## PROBLEM DETAILS
Omit the pictures and output every entry below exactly as written.

+++ PROVIDED MATERIAL +++

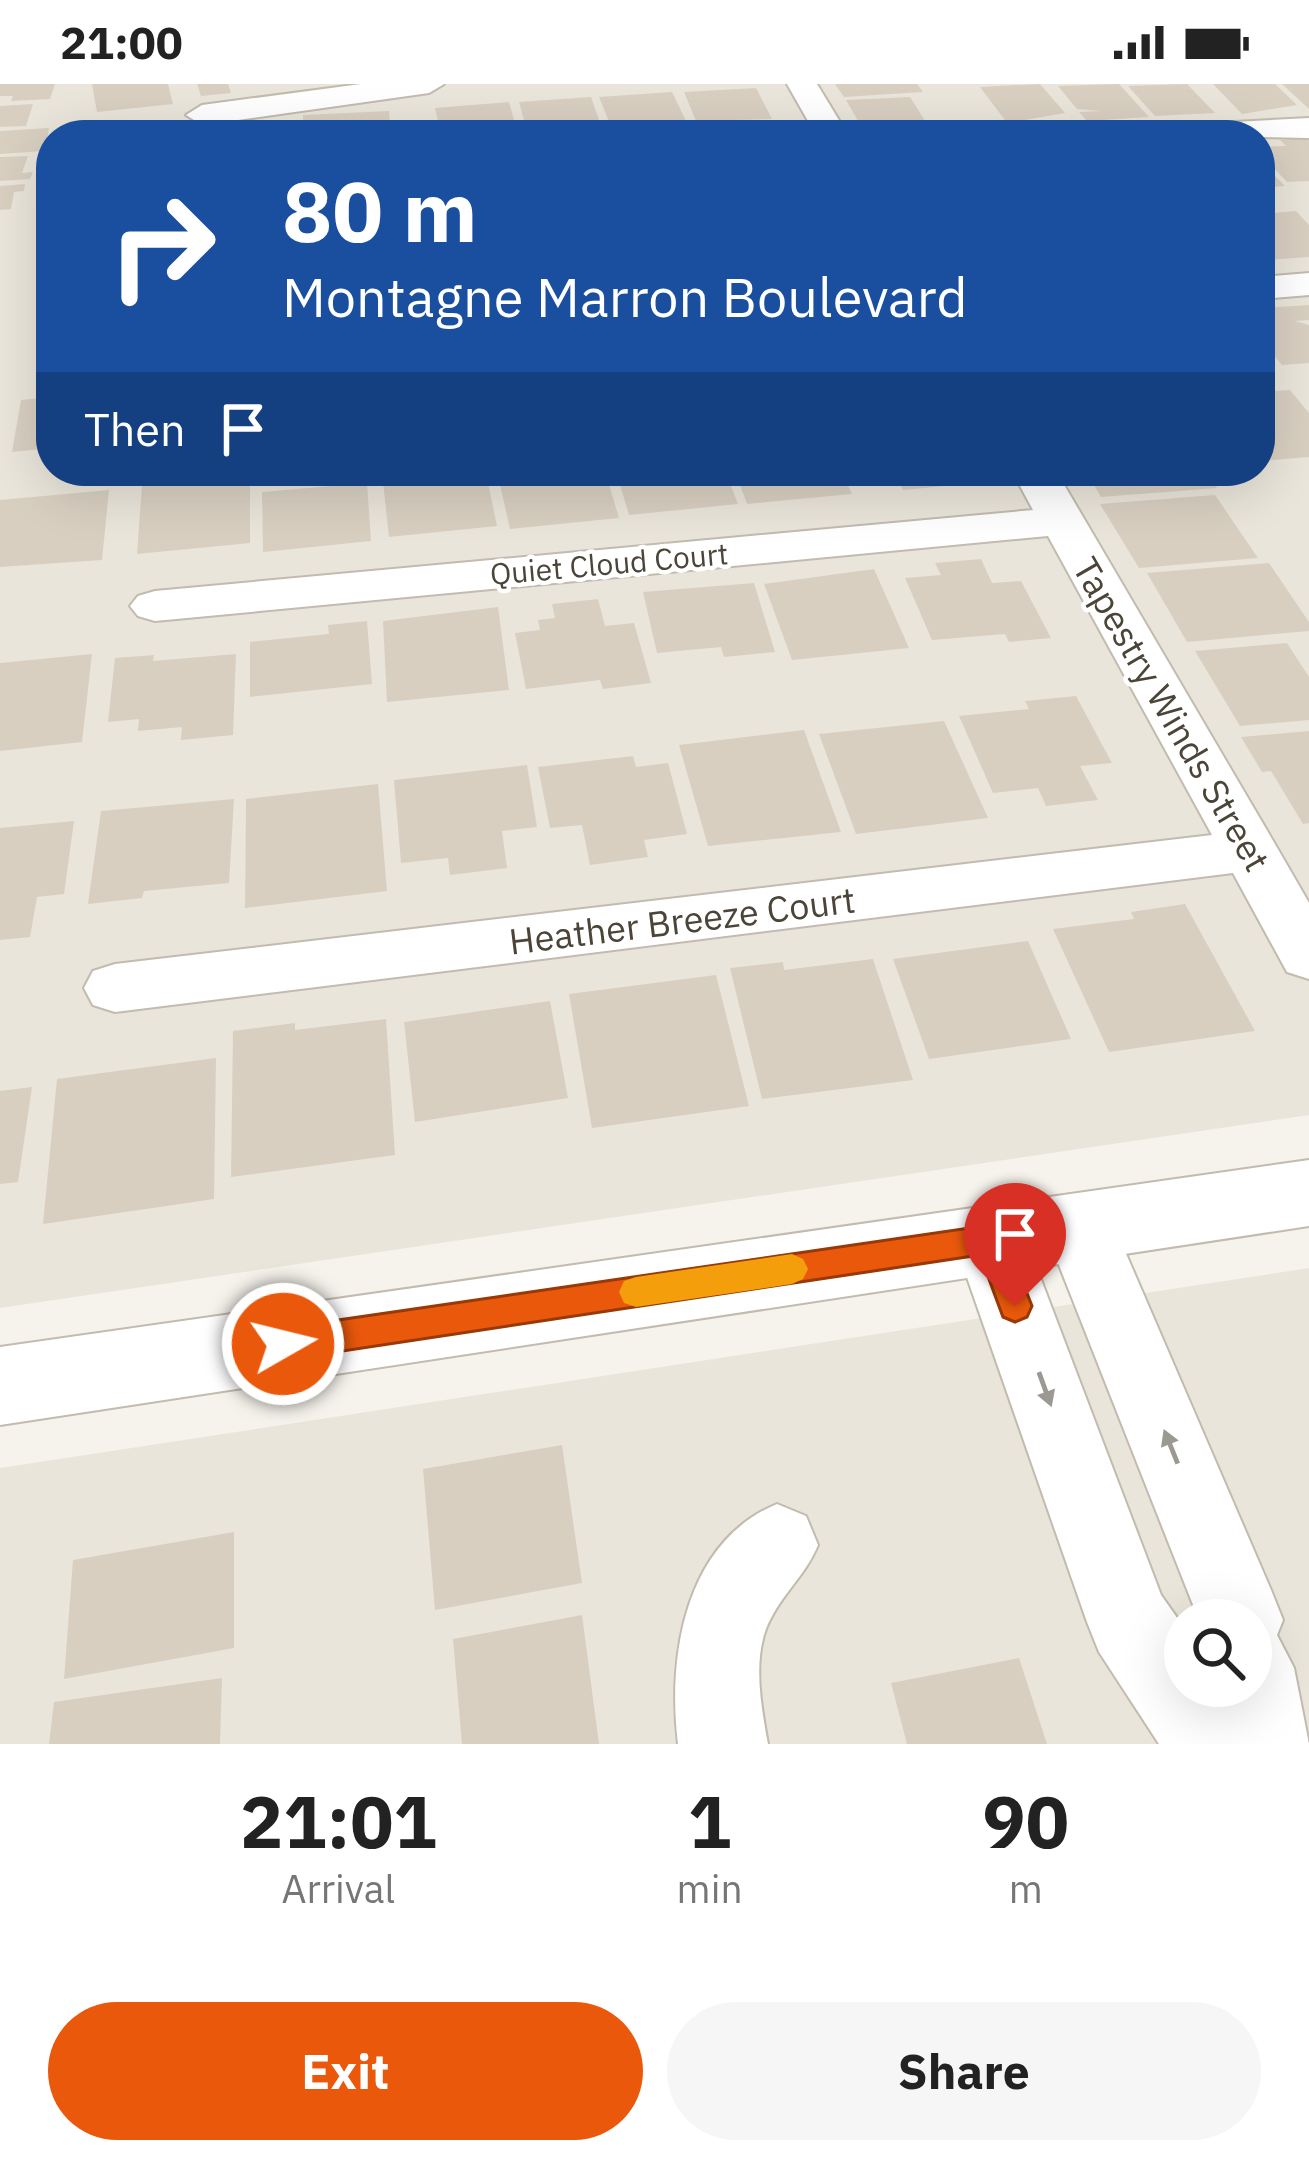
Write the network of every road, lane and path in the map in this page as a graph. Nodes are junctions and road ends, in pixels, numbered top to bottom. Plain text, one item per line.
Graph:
1 (429, 84) edge
2 (802, 84) edge
3 (202, 115) dead end
4 (255, 120) edge
5 (270, 120) edge
6 (823, 120) edge
7 (1309, 128) edge
8 (1275, 130) edge
9 (1309, 284) edge
10 (1275, 287) edge
11 (1043, 486) edge
12 (1062, 520) junction
13 (155, 605) dead end
14 (1250, 851) junction
15 (1309, 956) edge
16 (115, 988) dead end
17 (1309, 1193) edge
18 (1080, 1227) junction
19 (990, 1240) junction
20 (0, 1386) edge
21 (777, 1545) dead end
22 (1232, 1599) edge
23 (1258, 1707) edge
24 (723, 1744) edge
25 (1211, 1744) edge
26 (1264, 1744) edge

1 - 5 street
2 - 6 street
3 - 4 street
7 - 8 street
9 - 10 street
11 - 12 street, Tapestry Winds Street
12 - 13 street, Quiet Cloud Court
12 - 14 street, Tapestry Winds Street
14 - 15 street, Tapestry Winds Street
14 - 16 street, Heather Breeze Court
17 - 18 street
18 - 19 street
22 -> 18 street
19 - 20 street
19 -> 25 street
21 - 24 street
23 - 26 street

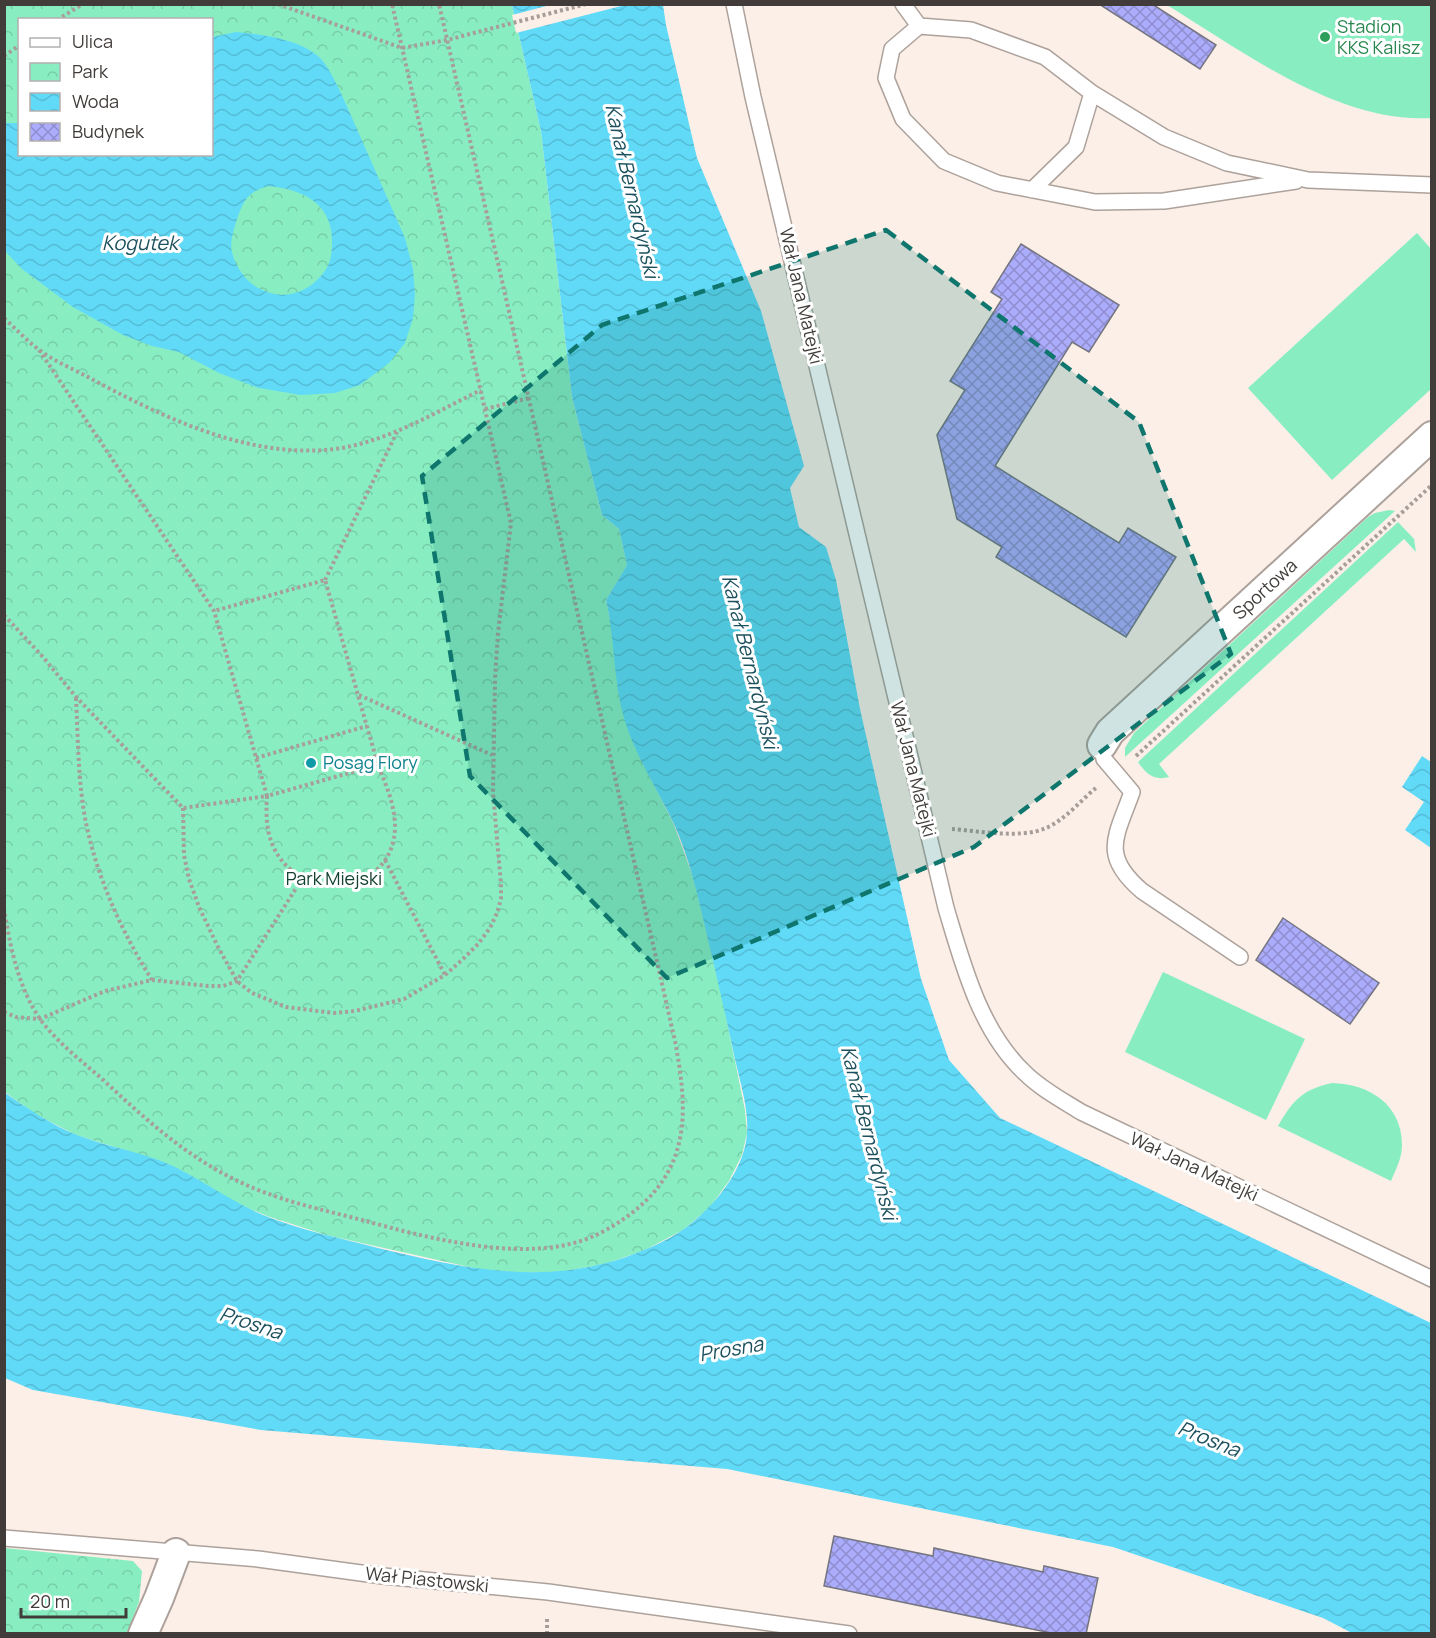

+++

## YOUR RESPONSE
Write the network of every road, lane and path in the map in this page as a graph. Nodes are junctions and road ends, in pixels, numbered top to bottom. Plain text, one item per line.
Graph:
1 (429, 84) edge
2 (802, 84) edge
3 (202, 115) dead end
4 (255, 120) edge
5 (270, 120) edge
6 (823, 120) edge
7 (1309, 128) edge
8 (1275, 130) edge
9 (1309, 284) edge
10 (1275, 287) edge
11 (1043, 486) edge
12 (1062, 520) junction
13 (155, 605) dead end
14 (1250, 851) junction
15 (1309, 956) edge
16 (115, 988) dead end
17 (1309, 1193) edge
18 (1080, 1227) junction
19 (990, 1240) junction
20 (0, 1386) edge
21 (777, 1545) dead end
22 (1232, 1599) edge
23 (1258, 1707) edge
24 (723, 1744) edge
25 (1211, 1744) edge
26 (1264, 1744) edge

1 - 5 street
2 - 6 street
3 - 4 street
7 - 8 street
9 - 10 street
11 - 12 street, Tapestry Winds Street
12 - 13 street, Quiet Cloud Court
12 - 14 street, Tapestry Winds Street
14 - 15 street, Tapestry Winds Street
14 - 16 street, Heather Breeze Court
17 - 18 street
18 - 19 street
22 -> 18 street
19 - 20 street
19 -> 25 street
21 - 24 street
23 - 26 street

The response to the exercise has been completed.